Each entry needs to appear again, retyped exactly as it is below.

■ Recorded information:
* * * * * * *

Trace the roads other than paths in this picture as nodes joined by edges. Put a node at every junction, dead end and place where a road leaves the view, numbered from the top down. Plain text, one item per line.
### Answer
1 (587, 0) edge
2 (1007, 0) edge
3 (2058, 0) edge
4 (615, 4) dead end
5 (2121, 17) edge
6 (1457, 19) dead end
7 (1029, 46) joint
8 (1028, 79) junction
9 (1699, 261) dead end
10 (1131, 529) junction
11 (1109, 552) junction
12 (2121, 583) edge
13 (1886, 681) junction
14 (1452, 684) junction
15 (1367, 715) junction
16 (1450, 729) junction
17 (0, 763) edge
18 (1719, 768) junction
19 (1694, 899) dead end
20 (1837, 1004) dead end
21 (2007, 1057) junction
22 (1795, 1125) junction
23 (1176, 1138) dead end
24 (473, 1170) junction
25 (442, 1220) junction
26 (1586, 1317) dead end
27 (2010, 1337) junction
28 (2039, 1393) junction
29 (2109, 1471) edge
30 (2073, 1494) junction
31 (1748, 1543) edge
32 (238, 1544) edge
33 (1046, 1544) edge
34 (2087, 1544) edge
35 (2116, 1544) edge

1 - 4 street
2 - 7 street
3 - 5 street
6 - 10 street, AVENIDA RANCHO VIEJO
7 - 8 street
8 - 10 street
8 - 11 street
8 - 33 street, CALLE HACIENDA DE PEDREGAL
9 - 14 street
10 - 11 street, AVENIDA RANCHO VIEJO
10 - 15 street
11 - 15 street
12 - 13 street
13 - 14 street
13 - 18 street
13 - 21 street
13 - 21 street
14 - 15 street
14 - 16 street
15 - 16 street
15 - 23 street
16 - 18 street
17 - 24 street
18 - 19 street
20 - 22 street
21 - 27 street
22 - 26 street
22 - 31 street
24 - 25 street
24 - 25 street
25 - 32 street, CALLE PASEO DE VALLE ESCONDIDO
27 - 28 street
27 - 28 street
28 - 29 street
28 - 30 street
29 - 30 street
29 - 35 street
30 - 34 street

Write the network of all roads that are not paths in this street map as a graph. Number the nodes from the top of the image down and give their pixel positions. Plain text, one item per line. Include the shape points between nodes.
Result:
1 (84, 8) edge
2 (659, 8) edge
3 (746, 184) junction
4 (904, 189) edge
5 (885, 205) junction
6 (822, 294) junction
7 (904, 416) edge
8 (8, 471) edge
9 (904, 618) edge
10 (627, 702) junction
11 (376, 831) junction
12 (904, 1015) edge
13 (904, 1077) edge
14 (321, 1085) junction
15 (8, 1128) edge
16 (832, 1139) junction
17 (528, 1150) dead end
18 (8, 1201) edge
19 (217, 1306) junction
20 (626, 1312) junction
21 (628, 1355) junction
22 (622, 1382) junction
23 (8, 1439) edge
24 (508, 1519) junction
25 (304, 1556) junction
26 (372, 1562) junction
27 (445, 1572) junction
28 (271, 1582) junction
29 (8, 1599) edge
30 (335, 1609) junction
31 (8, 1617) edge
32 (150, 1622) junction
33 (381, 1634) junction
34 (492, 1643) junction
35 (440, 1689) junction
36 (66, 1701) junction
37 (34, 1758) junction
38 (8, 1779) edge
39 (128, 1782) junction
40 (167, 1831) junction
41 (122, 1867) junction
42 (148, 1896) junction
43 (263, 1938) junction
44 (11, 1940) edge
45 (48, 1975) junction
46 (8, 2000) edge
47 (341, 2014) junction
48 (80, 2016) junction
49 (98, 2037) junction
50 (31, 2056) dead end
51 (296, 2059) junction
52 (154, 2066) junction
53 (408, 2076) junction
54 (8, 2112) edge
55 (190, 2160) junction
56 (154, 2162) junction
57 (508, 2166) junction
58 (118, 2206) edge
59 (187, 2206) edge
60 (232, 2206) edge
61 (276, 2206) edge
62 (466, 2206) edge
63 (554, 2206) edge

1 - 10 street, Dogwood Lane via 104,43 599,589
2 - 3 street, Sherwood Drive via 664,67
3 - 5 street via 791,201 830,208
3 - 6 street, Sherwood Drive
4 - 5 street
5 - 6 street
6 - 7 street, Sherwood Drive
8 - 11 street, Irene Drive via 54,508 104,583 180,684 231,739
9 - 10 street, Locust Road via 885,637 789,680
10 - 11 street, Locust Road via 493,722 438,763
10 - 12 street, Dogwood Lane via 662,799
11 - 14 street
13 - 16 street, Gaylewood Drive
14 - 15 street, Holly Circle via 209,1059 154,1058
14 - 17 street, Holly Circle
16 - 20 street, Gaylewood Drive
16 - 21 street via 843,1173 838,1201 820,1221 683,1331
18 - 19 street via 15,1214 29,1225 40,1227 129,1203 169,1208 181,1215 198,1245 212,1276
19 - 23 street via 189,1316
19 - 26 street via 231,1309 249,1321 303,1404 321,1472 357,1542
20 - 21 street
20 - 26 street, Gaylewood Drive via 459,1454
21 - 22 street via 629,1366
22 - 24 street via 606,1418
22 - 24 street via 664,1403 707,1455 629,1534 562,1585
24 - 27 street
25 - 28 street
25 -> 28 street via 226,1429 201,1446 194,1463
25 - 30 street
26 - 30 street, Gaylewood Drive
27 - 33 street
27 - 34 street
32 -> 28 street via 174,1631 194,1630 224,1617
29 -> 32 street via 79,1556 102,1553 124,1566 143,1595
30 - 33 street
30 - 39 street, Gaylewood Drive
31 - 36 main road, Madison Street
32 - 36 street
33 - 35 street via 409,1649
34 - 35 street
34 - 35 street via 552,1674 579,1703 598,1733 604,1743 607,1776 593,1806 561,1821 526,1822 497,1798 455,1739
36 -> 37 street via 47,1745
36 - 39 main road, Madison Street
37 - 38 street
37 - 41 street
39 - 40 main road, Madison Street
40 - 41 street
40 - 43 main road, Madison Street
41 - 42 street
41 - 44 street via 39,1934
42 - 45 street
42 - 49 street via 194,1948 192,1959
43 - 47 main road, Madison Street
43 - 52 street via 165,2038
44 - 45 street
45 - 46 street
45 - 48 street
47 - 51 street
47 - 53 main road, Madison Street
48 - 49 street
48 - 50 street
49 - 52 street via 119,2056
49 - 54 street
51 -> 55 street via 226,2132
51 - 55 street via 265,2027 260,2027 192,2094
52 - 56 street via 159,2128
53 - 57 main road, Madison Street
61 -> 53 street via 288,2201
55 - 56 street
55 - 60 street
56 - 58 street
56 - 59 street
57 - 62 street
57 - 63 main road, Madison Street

* * * * * * *

■ Result of the task:
Trace the roads other than paths in this picture as nodes joined by edges. Put a node at every junction, dead end and place where a road leaves the view, numbered from the top down. Plain text, one item per line.
### Answer
1 (587, 0) edge
2 (1007, 0) edge
3 (2058, 0) edge
4 (615, 4) dead end
5 (2121, 17) edge
6 (1457, 19) dead end
7 (1029, 46) joint
8 (1028, 79) junction
9 (1699, 261) dead end
10 (1131, 529) junction
11 (1109, 552) junction
12 (2121, 583) edge
13 (1886, 681) junction
14 (1452, 684) junction
15 (1367, 715) junction
16 (1450, 729) junction
17 (0, 763) edge
18 (1719, 768) junction
19 (1694, 899) dead end
20 (1837, 1004) dead end
21 (2007, 1057) junction
22 (1795, 1125) junction
23 (1176, 1138) dead end
24 (473, 1170) junction
25 (442, 1220) junction
26 (1586, 1317) dead end
27 (2010, 1337) junction
28 (2039, 1393) junction
29 (2109, 1471) edge
30 (2073, 1494) junction
31 (1748, 1543) edge
32 (238, 1544) edge
33 (1046, 1544) edge
34 (2087, 1544) edge
35 (2116, 1544) edge

1 - 4 street
2 - 7 street
3 - 5 street
6 - 10 street, AVENIDA RANCHO VIEJO
7 - 8 street
8 - 10 street
8 - 11 street
8 - 33 street, CALLE HACIENDA DE PEDREGAL
9 - 14 street
10 - 11 street, AVENIDA RANCHO VIEJO
10 - 15 street
11 - 15 street
12 - 13 street
13 - 14 street
13 - 18 street
13 - 21 street
13 - 21 street
14 - 15 street
14 - 16 street
15 - 16 street
15 - 23 street
16 - 18 street
17 - 24 street
18 - 19 street
20 - 22 street
21 - 27 street
22 - 26 street
22 - 31 street
24 - 25 street
24 - 25 street
25 - 32 street, CALLE PASEO DE VALLE ESCONDIDO
27 - 28 street
27 - 28 street
28 - 29 street
28 - 30 street
29 - 30 street
29 - 35 street
30 - 34 street

Write the network of all roads that are not paths in this street map as a graph. Number the nodes from the top of the image down and give their pixel positions. Plain text, one item per line. Include the shape points between nodes.
Result:
1 (84, 8) edge
2 (659, 8) edge
3 (746, 184) junction
4 (904, 189) edge
5 (885, 205) junction
6 (822, 294) junction
7 (904, 416) edge
8 (8, 471) edge
9 (904, 618) edge
10 (627, 702) junction
11 (376, 831) junction
12 (904, 1015) edge
13 (904, 1077) edge
14 (321, 1085) junction
15 (8, 1128) edge
16 (832, 1139) junction
17 (528, 1150) dead end
18 (8, 1201) edge
19 (217, 1306) junction
20 (626, 1312) junction
21 (628, 1355) junction
22 (622, 1382) junction
23 (8, 1439) edge
24 (508, 1519) junction
25 (304, 1556) junction
26 (372, 1562) junction
27 (445, 1572) junction
28 (271, 1582) junction
29 (8, 1599) edge
30 (335, 1609) junction
31 (8, 1617) edge
32 (150, 1622) junction
33 (381, 1634) junction
34 (492, 1643) junction
35 (440, 1689) junction
36 (66, 1701) junction
37 (34, 1758) junction
38 (8, 1779) edge
39 (128, 1782) junction
40 (167, 1831) junction
41 (122, 1867) junction
42 (148, 1896) junction
43 (263, 1938) junction
44 (11, 1940) edge
45 (48, 1975) junction
46 (8, 2000) edge
47 (341, 2014) junction
48 (80, 2016) junction
49 (98, 2037) junction
50 (31, 2056) dead end
51 (296, 2059) junction
52 (154, 2066) junction
53 (408, 2076) junction
54 (8, 2112) edge
55 (190, 2160) junction
56 (154, 2162) junction
57 (508, 2166) junction
58 (118, 2206) edge
59 (187, 2206) edge
60 (232, 2206) edge
61 (276, 2206) edge
62 (466, 2206) edge
63 (554, 2206) edge

1 - 10 street, Dogwood Lane via 104,43 599,589
2 - 3 street, Sherwood Drive via 664,67
3 - 5 street via 791,201 830,208
3 - 6 street, Sherwood Drive
4 - 5 street
5 - 6 street
6 - 7 street, Sherwood Drive
8 - 11 street, Irene Drive via 54,508 104,583 180,684 231,739
9 - 10 street, Locust Road via 885,637 789,680
10 - 11 street, Locust Road via 493,722 438,763
10 - 12 street, Dogwood Lane via 662,799
11 - 14 street
13 - 16 street, Gaylewood Drive
14 - 15 street, Holly Circle via 209,1059 154,1058
14 - 17 street, Holly Circle
16 - 20 street, Gaylewood Drive
16 - 21 street via 843,1173 838,1201 820,1221 683,1331
18 - 19 street via 15,1214 29,1225 40,1227 129,1203 169,1208 181,1215 198,1245 212,1276
19 - 23 street via 189,1316
19 - 26 street via 231,1309 249,1321 303,1404 321,1472 357,1542
20 - 21 street
20 - 26 street, Gaylewood Drive via 459,1454
21 - 22 street via 629,1366
22 - 24 street via 606,1418
22 - 24 street via 664,1403 707,1455 629,1534 562,1585
24 - 27 street
25 - 28 street
25 -> 28 street via 226,1429 201,1446 194,1463
25 - 30 street
26 - 30 street, Gaylewood Drive
27 - 33 street
27 - 34 street
32 -> 28 street via 174,1631 194,1630 224,1617
29 -> 32 street via 79,1556 102,1553 124,1566 143,1595
30 - 33 street
30 - 39 street, Gaylewood Drive
31 - 36 main road, Madison Street
32 - 36 street
33 - 35 street via 409,1649
34 - 35 street
34 - 35 street via 552,1674 579,1703 598,1733 604,1743 607,1776 593,1806 561,1821 526,1822 497,1798 455,1739
36 -> 37 street via 47,1745
36 - 39 main road, Madison Street
37 - 38 street
37 - 41 street
39 - 40 main road, Madison Street
40 - 41 street
40 - 43 main road, Madison Street
41 - 42 street
41 - 44 street via 39,1934
42 - 45 street
42 - 49 street via 194,1948 192,1959
43 - 47 main road, Madison Street
43 - 52 street via 165,2038
44 - 45 street
45 - 46 street
45 - 48 street
47 - 51 street
47 - 53 main road, Madison Street
48 - 49 street
48 - 50 street
49 - 52 street via 119,2056
49 - 54 street
51 -> 55 street via 226,2132
51 - 55 street via 265,2027 260,2027 192,2094
52 - 56 street via 159,2128
53 - 57 main road, Madison Street
61 -> 53 street via 288,2201
55 - 56 street
55 - 60 street
56 - 58 street
56 - 59 street
57 - 62 street
57 - 63 main road, Madison Street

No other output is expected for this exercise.